▸ **Data to examine**:
>>>>>

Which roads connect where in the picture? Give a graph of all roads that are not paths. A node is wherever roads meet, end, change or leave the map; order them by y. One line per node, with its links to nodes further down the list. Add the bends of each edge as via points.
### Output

<<<<<
>>>>>

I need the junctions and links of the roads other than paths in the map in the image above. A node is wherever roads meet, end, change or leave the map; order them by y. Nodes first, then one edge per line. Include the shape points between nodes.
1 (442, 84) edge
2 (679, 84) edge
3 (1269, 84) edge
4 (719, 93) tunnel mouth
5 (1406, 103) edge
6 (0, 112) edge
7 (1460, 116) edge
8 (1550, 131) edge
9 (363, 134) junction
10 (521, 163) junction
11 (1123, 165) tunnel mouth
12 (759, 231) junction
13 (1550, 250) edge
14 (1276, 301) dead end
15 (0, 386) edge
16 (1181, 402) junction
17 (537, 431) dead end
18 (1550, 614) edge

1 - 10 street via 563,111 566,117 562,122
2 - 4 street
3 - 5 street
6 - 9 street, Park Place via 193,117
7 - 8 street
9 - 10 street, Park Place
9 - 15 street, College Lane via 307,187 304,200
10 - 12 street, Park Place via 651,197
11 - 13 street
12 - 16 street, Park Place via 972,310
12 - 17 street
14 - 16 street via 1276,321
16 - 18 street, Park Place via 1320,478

<<<<<
>>>>>

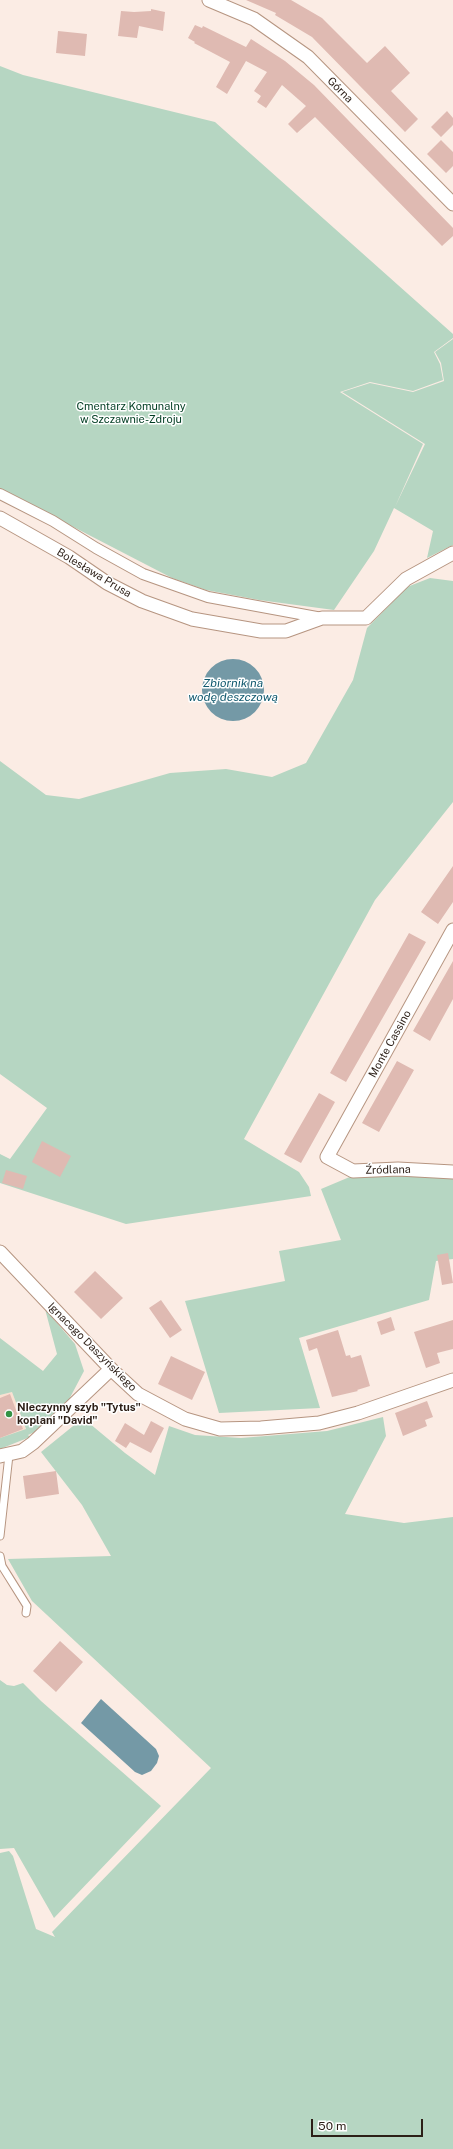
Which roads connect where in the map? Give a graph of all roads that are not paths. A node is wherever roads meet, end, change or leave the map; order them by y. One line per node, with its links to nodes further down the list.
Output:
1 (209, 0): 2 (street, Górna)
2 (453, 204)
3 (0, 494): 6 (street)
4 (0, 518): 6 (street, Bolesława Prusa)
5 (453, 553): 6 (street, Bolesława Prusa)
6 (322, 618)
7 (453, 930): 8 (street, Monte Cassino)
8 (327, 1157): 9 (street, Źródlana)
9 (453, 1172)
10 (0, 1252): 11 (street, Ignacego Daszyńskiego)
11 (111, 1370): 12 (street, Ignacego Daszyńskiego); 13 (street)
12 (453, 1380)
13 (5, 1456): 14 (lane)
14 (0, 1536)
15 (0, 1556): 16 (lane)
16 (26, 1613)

<<<<<

▸ **Work instruction**: Wherever the string "connect" appears in the entries above, list that line.

▸ **Output for this task**:
Which roads connect where in the picture? Give a graph of all roads that are not paths. A node is wherever roads meet, end, change or leave the map; order them by y. One line per node, with its links to nodes further down the list. Add the bends of each edge as via points.
Which roads connect where in the map? Give a graph of all roads that are not paths. A node is wherever roads meet, end, change or leave the map; order them by y. One line per node, with its links to nodes further down the list.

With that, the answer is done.